_Problem details_.
Scan the listing for "Прикордонна" and copy out each line that has it.

_Source records_.
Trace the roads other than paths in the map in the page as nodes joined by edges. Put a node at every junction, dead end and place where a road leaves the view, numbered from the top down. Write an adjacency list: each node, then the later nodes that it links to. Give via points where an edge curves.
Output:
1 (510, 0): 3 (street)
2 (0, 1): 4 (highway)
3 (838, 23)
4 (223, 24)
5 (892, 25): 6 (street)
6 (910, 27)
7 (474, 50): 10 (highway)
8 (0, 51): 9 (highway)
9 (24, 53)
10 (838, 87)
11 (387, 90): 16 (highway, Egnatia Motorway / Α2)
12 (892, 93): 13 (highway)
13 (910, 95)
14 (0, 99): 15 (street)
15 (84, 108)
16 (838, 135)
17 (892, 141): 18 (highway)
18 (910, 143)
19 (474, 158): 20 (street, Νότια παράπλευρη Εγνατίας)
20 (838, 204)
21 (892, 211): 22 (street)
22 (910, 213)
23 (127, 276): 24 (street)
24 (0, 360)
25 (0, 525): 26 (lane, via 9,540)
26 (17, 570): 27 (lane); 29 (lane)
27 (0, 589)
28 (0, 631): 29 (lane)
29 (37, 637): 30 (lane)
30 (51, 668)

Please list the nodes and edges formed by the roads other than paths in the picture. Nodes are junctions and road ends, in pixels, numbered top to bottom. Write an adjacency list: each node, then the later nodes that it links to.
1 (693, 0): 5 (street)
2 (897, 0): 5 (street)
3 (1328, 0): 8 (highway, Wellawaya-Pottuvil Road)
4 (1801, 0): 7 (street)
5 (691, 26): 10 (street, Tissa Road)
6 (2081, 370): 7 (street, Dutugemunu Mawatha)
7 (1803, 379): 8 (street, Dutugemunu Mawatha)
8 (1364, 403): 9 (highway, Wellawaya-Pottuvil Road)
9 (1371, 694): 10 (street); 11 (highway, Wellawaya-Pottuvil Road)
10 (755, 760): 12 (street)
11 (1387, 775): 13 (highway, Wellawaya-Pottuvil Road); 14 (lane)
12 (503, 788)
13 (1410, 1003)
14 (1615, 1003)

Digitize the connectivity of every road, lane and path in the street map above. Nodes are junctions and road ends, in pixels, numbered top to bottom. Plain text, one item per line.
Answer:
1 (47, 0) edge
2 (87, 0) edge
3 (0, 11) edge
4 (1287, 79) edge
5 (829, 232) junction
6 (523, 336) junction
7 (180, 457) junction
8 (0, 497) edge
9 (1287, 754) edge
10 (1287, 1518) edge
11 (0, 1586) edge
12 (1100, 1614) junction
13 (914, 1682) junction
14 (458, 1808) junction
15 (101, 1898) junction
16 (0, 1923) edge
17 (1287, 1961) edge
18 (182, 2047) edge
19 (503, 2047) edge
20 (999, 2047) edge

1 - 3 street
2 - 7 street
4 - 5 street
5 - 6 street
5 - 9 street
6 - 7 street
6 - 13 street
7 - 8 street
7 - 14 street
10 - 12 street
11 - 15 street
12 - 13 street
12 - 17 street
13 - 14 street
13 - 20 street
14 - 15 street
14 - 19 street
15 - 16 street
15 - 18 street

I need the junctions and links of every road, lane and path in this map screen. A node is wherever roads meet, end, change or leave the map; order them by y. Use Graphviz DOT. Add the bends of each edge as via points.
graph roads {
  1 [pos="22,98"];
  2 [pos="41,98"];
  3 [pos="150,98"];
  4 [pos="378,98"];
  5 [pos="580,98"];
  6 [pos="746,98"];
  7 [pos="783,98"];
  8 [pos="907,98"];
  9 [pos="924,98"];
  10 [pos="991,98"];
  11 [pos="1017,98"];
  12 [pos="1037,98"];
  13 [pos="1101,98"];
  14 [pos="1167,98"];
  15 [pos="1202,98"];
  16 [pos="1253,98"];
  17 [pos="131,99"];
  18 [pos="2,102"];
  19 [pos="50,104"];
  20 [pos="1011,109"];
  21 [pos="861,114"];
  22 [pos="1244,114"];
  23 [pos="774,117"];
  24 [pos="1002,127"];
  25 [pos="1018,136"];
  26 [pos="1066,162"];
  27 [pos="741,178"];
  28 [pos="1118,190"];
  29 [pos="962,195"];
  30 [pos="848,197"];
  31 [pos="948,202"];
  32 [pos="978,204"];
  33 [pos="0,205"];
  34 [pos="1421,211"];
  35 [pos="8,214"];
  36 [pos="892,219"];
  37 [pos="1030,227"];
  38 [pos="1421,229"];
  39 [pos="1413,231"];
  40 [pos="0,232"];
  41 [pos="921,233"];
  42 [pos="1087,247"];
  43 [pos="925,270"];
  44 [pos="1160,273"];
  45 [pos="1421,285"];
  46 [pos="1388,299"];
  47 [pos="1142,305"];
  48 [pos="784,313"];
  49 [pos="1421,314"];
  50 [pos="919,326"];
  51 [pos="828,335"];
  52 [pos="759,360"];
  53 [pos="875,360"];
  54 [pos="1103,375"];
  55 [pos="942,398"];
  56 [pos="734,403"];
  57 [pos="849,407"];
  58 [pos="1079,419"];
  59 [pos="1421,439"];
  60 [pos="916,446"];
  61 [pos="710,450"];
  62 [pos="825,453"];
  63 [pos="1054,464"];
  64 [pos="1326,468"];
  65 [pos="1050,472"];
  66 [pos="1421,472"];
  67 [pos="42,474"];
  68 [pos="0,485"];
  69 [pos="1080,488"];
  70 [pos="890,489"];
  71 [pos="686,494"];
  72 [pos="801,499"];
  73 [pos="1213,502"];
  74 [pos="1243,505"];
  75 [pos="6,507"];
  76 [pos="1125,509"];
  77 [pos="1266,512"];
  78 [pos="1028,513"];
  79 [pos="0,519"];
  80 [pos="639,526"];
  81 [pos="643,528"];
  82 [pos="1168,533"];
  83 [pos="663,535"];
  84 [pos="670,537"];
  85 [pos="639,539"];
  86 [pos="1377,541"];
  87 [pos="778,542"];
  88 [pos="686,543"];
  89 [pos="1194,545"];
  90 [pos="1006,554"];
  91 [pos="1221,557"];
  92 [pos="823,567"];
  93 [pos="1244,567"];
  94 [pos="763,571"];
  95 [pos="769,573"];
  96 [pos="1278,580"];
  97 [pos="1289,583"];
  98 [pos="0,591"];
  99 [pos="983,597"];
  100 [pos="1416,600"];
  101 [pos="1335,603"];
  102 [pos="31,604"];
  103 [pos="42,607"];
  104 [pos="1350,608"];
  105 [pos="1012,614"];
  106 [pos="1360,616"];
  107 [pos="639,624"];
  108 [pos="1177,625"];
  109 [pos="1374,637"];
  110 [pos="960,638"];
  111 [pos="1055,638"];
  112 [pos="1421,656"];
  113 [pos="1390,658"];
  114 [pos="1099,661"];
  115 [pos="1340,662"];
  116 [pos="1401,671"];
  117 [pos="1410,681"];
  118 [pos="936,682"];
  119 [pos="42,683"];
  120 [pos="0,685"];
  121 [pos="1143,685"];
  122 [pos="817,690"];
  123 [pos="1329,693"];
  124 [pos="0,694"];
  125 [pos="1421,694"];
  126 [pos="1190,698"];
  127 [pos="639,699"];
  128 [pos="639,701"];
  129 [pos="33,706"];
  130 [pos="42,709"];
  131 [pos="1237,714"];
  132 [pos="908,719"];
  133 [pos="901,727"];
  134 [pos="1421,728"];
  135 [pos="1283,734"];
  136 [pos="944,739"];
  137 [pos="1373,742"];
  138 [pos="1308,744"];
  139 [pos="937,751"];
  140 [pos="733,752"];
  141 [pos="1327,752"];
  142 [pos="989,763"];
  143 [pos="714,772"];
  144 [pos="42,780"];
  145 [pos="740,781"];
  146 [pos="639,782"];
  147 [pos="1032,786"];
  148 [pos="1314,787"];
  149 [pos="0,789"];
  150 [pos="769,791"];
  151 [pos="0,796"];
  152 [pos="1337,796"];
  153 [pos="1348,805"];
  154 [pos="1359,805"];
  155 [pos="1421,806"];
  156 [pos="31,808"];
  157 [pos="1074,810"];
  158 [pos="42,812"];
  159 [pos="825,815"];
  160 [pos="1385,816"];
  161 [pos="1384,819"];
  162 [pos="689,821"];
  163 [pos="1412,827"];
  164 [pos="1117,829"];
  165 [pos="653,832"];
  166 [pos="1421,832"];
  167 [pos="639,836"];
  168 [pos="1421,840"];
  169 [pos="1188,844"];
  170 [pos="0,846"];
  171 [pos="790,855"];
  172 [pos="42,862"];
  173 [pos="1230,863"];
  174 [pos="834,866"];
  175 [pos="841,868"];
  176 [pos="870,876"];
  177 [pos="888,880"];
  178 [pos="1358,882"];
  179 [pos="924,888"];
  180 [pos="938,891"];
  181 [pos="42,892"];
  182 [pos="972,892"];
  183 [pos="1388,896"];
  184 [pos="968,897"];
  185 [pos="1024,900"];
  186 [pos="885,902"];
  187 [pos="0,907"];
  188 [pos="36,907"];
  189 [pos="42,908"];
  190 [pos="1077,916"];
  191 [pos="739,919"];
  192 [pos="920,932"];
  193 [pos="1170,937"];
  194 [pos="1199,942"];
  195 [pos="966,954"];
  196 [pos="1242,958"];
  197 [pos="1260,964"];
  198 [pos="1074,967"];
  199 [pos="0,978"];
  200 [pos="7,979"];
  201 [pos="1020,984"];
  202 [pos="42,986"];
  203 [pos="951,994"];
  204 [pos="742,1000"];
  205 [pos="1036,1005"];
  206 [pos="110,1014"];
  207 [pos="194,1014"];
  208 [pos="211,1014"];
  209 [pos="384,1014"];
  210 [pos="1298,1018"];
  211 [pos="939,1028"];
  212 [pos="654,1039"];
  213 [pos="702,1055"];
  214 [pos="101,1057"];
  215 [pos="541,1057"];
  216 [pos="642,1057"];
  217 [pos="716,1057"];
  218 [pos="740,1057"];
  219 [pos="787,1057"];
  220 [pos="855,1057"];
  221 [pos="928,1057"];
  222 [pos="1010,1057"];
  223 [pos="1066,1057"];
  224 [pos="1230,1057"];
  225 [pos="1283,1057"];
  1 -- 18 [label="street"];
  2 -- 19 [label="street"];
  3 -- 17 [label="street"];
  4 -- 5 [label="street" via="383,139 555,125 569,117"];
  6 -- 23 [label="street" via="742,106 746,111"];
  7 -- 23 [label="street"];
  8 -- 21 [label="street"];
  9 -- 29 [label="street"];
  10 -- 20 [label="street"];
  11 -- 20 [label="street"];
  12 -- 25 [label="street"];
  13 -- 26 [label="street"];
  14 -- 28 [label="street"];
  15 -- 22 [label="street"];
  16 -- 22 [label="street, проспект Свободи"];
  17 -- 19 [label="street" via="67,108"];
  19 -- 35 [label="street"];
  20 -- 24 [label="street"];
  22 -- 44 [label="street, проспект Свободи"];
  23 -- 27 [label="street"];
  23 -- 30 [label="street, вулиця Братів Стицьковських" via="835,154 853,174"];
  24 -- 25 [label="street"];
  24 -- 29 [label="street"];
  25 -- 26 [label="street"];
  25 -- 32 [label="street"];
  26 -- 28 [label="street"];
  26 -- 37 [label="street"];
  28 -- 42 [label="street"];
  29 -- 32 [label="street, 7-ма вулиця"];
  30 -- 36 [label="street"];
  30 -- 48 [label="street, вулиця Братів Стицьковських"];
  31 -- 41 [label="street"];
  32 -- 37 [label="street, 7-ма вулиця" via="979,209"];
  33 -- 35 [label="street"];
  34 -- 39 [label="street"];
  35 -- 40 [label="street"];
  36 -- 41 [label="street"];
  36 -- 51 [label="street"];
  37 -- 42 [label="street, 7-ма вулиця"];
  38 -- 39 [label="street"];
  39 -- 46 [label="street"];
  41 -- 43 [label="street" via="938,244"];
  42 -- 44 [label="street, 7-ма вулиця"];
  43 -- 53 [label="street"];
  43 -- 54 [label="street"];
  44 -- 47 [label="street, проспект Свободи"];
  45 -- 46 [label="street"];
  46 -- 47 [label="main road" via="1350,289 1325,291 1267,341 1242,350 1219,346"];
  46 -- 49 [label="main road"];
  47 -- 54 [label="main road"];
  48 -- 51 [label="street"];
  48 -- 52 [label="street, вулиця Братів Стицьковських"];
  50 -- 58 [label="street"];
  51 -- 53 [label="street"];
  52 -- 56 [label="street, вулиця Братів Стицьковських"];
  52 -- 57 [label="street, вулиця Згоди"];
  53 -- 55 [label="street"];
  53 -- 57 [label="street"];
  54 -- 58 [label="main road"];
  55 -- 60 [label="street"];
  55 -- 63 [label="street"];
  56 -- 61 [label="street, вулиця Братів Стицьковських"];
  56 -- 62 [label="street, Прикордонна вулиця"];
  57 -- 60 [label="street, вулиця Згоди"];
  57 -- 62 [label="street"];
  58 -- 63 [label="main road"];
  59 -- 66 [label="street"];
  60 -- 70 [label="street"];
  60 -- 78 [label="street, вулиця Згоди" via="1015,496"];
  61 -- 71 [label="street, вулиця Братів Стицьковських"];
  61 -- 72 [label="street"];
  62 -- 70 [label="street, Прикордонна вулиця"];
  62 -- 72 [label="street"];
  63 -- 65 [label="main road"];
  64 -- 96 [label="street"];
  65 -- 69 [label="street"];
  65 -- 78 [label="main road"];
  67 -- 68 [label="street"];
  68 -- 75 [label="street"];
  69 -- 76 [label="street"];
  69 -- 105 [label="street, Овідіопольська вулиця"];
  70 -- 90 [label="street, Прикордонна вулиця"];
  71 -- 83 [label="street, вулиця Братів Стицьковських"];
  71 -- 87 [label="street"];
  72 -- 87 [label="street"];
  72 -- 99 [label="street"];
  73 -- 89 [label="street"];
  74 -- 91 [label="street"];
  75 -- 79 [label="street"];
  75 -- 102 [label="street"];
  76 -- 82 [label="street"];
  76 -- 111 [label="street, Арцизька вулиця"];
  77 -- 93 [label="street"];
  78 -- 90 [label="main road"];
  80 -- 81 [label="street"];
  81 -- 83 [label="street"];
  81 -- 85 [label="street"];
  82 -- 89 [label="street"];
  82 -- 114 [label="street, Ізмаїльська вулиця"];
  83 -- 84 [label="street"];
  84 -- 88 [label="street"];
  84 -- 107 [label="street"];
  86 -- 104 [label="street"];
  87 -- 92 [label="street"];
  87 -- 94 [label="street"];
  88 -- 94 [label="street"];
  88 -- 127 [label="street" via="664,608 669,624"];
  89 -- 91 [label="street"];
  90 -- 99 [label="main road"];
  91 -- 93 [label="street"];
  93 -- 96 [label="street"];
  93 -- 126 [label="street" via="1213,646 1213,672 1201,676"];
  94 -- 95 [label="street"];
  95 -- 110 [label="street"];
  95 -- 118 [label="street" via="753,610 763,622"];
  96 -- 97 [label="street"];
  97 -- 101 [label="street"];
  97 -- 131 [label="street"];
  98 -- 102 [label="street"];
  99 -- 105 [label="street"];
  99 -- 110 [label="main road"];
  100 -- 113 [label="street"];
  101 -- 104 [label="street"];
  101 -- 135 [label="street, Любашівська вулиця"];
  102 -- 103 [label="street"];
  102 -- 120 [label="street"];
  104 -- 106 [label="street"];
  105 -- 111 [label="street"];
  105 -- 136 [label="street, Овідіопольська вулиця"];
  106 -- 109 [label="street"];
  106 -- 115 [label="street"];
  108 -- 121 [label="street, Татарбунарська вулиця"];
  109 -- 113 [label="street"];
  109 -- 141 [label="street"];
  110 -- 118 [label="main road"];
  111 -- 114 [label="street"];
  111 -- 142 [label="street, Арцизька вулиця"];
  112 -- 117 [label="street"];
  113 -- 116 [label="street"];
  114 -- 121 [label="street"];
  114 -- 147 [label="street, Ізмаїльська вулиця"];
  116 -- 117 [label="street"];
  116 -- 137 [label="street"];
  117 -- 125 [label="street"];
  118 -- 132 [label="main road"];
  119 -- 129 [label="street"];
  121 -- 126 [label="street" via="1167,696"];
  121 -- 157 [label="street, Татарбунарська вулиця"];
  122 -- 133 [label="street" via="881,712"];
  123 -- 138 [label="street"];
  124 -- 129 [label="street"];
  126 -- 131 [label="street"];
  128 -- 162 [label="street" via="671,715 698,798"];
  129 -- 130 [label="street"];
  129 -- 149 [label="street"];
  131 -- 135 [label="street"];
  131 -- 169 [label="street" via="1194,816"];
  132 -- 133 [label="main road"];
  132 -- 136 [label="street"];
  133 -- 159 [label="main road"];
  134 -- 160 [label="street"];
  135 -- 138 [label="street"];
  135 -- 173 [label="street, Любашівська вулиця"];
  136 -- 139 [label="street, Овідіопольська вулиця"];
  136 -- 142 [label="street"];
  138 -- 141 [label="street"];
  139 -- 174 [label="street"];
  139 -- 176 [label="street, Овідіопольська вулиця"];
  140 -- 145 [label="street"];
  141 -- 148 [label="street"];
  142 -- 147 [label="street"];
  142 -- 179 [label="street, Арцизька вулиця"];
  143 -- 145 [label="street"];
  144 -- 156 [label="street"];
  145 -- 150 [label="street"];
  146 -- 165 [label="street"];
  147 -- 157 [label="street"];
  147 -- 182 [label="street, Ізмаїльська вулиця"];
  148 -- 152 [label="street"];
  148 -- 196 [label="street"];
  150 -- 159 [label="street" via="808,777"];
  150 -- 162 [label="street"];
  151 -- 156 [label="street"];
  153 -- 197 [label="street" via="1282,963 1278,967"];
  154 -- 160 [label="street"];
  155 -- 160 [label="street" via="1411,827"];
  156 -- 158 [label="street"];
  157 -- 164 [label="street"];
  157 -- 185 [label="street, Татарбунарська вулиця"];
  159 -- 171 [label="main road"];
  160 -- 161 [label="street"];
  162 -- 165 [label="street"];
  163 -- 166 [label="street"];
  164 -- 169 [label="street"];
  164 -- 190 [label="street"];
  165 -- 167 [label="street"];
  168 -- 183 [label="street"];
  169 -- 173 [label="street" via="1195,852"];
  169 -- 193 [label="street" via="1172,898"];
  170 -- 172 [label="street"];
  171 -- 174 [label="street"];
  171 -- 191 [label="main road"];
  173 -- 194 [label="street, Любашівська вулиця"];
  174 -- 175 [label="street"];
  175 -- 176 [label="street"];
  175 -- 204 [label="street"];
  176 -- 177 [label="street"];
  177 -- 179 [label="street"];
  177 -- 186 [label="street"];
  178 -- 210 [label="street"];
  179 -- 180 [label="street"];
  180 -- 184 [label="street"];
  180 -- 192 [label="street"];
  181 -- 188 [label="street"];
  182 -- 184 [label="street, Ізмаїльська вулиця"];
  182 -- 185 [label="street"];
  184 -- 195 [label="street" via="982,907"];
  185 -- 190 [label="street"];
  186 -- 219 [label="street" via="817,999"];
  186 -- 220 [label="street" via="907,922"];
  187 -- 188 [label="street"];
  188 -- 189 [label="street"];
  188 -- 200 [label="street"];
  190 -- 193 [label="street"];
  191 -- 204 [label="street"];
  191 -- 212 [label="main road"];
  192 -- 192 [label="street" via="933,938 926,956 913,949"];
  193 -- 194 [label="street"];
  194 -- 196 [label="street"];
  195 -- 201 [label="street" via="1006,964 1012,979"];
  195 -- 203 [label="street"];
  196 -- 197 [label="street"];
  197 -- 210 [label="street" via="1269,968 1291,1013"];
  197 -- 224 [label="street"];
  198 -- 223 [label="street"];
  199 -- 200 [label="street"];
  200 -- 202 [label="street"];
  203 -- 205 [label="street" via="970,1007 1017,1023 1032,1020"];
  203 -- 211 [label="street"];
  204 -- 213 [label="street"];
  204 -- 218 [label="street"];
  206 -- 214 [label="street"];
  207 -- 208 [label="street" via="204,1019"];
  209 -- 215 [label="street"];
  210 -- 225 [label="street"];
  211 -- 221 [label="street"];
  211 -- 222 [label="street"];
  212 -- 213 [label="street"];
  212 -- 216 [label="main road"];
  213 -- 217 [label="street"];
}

_Expected answer_.
  56 -- 62 [label="street, Прикордонна вулиця"];
  62 -- 70 [label="street, Прикордонна вулиця"];
  70 -- 90 [label="street, Прикордонна вулиця"];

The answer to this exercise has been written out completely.